Cardiovascular fitness
Cardiovascular fitness is a component of physical fitness, which refers to a person's ability to deliver oxygen to the working muscles, including the heart. Cardiovascular fitness is improved by sustained physical activity (see also endurance training) and is affected by many physiological parameters, including cardiac output (determined by heart rate multiplied by stroke volume), vascular patency, and maximal oxygen consumption (i.e. VO2 max).[1]
Cardiovascular fitness measures how well the heart and blood vessels can transport oxygen to the muscles during exercise. It is an important component of overall fitness and has been linked to numerous health benefits, including a reduced risk of cardiovascular disease, improved cognitive function, and increased longevity. A study published in the American Journal of Epidemiology found that higher levels of cardiovascular fitness were associated with a lower risk of mortality from all causes, including cardiovascular disease and cancer.[2]

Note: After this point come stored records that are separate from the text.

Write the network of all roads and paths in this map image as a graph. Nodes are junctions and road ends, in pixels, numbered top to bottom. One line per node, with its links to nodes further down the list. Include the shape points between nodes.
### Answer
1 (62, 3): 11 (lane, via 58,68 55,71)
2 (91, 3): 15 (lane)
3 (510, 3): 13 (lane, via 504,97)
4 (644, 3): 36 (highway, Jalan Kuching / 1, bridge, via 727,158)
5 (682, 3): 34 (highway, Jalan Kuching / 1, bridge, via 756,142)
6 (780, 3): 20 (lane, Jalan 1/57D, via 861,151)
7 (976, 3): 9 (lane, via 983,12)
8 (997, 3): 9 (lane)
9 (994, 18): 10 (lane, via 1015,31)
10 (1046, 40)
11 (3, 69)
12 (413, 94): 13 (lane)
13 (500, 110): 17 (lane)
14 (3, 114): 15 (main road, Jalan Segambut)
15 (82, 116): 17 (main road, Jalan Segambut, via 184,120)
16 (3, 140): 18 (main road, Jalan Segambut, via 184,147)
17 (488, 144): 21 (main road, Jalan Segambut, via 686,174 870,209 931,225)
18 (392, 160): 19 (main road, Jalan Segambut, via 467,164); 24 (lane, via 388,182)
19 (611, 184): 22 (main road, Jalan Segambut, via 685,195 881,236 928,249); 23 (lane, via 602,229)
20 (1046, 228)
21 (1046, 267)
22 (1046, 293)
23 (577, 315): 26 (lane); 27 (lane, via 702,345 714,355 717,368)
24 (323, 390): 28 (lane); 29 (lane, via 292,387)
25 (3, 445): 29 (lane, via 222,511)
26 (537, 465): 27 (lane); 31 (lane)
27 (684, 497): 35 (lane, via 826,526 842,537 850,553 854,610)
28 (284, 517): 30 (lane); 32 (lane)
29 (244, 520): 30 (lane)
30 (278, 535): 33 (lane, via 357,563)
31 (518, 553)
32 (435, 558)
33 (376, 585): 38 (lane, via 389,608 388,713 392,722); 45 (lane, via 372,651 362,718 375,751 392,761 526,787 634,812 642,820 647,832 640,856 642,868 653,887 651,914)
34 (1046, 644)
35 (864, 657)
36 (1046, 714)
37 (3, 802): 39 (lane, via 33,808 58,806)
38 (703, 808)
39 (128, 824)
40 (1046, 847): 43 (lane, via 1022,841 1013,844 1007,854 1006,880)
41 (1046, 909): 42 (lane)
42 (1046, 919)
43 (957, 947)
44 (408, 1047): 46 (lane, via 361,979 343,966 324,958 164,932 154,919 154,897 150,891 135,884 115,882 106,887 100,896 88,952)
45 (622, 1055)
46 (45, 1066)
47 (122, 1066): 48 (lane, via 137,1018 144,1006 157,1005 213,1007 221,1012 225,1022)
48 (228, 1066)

Physiological basis of fitness
Cardiovascular fitness generally relates to the circulatory system's aerobic capacity, or ability to supply tissues with oxygen. As aerobic/anaerobic capacity increases, general metabolism rises, muscle metabolism is enhanced, haemoglobin rises, buffers in the bloodstream increase, venous return is improved, stroke volume is improved, and the blood bed becomes more able to adapt readily to varying demands. Each of these results of cardiovascular fitness/cardiorespiratory conditioning will have a direct positive effect on muscular endurance, and an indirect effect on strength and flexibility.[3]
To build aerobic capacity, an individual needs to train or participate in activities that will strengthen the heart and other circulatory tissues, such as aerobic exercise. A 2005 Cochrane review demonstrated that physical activity interventions are effective for increasing cardiovascular fitness.[4] A cardiovascular ("cardio") workout consists of exercises[5] that increases heart rate for a prolonged period. The American Heart Association recommends at least 150 minutes of moderate-intensity aerobic exercise or 75 minutes of vigorous-intensity aerobic exercise per week to improve cardiovascular fitness and reduce the risk of cardiovascular disease. A systematic review and meta-analysis published in the European Journal of Preventive Cardiology found that both moderate and high-intensity exercise improved cardiovascular fitness, but high-intensity exercise produced greater improvements.[6]
Assessing cardiovascular fitness
Cardiovascular fitness can be assessed through various methods, including maximal oxygen uptake (V̇O2max), which is the maximal amount of oxygen that can be used during exercise. Biomarkers, such as those used for assessing blood lipids, inflammation, glucose tolerance, and hemostasis, may be used to monitor progress during the development of cardiovascular fitness.[1]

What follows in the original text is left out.